I use a gateway whenever I access some external software and there is any awkwardness in that external element. Rather than let the awkwardness spread through my code, I contain to a single place in the gateway.

The Seven Virtues of Well-Craft Code

We should talk more about the virtuous code. You know, that kind of code that works, isn't duplicated, is simple, clear to understand, easy to change, and expressed briefly. Have you seen anything like it?

The idea of code virtues is not to replace or augment any laws of software design, but to help recognise and describe the goodness we see in good code.

The Anti-Pattern of Reducing Arrays

This might be an unpopular opinion, but that only makes it a doubly more important topic to discuss. For a long time, I've considered some of JavaScript's array-based operations confusing — think especially about the juniors in your teams. Array.reduce() is a perfect example of functional code smell unless you're computing a sum of numbers in a list or other trivial operation. Problems arise when we use reducing when computing new objects, arrays, and other complex data structures instead of primitive values. Furthermore, when used with spread operator, there is also a performance penalty to pay. There's often nothing terrible about using regular for-loops. If your team has banned using those because code must be functional, consider raising your hand in a discussion.

One functional downside: hidden iteration. Seems some coders would balk at for;for;for; but have no qualms with .map.filter.reduce.

Becoming a Terminal Hero with Fish Shell

I've been thinking of writing about my Fish shell configuration, but someone always beats me to it. Yes, I get it, you might be using Oh My ZSH comfortably right now, but that's equal to drinking a perfectly adequate pint of 1664 Blanc before entering the world of more delicate wheat beers. Try going fishing next.
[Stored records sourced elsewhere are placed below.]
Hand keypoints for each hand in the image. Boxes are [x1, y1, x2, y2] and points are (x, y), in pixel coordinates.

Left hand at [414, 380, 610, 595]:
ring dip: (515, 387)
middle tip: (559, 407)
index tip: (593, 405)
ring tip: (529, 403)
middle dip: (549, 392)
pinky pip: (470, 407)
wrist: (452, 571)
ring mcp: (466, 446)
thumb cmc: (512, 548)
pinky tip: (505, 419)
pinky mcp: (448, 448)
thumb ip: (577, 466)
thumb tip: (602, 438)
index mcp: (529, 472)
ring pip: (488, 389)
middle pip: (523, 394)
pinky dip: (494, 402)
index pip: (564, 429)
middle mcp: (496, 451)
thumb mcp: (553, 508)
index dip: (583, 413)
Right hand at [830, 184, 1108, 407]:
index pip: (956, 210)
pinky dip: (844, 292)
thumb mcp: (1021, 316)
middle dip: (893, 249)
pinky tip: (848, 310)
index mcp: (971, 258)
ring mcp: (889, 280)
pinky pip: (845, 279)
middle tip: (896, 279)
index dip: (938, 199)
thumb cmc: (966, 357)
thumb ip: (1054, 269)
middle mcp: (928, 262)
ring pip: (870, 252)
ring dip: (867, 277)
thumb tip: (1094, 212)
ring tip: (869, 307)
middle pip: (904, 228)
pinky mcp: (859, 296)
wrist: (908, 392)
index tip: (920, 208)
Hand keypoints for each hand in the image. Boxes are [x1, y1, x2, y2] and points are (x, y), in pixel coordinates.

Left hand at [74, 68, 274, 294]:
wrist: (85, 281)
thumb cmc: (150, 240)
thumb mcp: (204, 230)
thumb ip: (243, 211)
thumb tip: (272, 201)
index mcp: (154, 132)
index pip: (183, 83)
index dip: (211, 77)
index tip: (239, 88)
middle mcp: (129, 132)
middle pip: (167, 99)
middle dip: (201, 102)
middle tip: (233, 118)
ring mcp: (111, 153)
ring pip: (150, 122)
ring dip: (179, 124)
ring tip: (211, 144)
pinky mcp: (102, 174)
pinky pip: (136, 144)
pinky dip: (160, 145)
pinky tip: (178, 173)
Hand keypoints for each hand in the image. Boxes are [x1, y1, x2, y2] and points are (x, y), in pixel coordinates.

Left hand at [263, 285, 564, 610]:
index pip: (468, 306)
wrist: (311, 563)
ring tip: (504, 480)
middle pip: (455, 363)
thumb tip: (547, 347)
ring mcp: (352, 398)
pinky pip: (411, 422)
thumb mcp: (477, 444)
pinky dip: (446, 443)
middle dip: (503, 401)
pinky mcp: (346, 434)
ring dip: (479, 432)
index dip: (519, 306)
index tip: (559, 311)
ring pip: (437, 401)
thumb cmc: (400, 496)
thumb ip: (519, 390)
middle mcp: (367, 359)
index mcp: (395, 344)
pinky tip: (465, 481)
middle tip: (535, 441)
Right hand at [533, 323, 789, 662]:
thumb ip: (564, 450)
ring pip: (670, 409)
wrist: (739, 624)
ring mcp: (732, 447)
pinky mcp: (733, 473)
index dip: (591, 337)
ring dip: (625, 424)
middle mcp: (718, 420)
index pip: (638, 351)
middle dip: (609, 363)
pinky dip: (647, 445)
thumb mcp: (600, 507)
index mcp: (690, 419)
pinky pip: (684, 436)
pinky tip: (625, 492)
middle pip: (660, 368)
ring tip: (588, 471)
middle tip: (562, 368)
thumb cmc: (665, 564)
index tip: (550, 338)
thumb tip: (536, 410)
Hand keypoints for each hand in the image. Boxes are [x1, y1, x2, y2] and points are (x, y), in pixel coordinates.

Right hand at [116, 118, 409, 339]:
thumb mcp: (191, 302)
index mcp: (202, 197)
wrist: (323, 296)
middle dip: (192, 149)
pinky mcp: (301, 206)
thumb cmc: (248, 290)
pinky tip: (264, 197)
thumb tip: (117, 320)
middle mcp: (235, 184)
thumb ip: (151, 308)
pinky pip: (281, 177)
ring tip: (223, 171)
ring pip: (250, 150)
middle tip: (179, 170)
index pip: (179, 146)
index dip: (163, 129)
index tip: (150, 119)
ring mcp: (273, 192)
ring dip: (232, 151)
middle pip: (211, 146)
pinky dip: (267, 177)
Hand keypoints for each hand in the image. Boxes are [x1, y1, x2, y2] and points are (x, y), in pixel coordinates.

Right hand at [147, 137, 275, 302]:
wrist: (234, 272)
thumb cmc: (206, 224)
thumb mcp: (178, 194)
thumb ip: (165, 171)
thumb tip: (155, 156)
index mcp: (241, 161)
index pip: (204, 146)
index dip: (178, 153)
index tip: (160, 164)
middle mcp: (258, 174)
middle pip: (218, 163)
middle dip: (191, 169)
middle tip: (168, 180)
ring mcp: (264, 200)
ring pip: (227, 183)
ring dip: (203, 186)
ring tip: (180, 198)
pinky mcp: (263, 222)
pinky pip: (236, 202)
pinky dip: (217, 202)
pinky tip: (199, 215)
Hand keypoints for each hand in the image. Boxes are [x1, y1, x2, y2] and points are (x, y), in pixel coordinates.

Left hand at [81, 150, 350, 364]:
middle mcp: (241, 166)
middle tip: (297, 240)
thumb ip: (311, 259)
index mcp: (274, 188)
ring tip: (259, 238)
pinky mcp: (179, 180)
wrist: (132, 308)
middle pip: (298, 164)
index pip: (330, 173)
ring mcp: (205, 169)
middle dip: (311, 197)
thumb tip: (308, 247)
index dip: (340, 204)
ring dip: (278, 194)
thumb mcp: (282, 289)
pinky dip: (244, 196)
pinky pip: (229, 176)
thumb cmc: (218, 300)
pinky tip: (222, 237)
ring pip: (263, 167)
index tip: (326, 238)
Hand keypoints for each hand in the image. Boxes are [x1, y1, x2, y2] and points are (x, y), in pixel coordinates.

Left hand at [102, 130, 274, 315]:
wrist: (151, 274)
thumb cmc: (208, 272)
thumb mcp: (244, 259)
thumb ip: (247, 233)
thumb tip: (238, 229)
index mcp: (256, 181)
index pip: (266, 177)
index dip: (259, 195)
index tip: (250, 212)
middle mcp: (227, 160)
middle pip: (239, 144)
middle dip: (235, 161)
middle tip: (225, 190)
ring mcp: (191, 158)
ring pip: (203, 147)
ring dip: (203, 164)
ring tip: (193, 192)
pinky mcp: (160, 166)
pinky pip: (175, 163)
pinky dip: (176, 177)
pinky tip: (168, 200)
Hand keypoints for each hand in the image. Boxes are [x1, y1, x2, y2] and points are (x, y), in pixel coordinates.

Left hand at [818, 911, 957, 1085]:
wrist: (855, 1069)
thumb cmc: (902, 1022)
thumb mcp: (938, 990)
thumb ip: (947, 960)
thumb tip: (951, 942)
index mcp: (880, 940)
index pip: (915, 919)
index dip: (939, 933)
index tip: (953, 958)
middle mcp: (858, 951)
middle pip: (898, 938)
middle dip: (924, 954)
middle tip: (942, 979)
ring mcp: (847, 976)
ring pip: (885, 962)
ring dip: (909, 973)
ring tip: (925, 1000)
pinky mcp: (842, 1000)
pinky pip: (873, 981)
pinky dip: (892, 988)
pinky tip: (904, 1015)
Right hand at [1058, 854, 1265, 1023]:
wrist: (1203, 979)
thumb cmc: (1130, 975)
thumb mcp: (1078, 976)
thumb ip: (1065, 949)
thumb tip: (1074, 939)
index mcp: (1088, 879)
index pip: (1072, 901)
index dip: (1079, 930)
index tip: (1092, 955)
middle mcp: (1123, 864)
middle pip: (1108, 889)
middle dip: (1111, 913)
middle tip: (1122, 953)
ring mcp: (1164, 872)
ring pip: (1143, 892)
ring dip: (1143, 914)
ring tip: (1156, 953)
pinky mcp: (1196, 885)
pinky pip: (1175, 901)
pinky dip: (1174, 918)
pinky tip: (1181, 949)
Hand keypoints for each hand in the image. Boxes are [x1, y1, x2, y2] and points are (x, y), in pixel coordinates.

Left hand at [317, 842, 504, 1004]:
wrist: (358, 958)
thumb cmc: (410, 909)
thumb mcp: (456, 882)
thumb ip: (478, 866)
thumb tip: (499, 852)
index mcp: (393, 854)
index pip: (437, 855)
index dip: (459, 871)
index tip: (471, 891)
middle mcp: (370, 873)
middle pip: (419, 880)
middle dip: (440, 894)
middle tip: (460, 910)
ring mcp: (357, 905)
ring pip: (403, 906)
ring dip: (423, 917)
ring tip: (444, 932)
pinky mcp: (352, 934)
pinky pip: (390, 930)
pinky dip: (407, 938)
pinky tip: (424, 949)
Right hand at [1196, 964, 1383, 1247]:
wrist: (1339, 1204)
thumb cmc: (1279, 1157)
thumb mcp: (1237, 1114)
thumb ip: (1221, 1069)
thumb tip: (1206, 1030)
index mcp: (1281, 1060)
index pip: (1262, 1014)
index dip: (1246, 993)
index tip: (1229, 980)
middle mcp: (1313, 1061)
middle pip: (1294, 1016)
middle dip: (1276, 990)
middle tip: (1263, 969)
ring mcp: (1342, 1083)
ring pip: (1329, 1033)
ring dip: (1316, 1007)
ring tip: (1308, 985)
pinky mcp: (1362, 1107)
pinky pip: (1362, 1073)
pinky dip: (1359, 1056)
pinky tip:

It’s not until you experience the intelligent auto-suggestions and completions in Fish, however, that you truly realise what you’ve been missing. And that’s before you learn just how easy it is to extend as nearly everything is a function.

…And Managing Your Terminal Like a Superhero with Tmux

Managing multiple workspaces was painful before I learned how to use a terminal multiplexer's window and pane management features, commonly known as Tmux. Currently, all it takes for me to get set up for writing code is to run tmux attach, and my persisted session comes alive with a dedicated window for each project split into two or more panes. So here's a gentle guide to nudge you forward.

Most of the folks praise tmux for its session management. Imagine sessions as different areas of work you do. For example, one session can relate to your private web project where you run frontend, backend, editor, tests, and so on. Another session can be an SSH session on some server where you are messing around with infrastructure.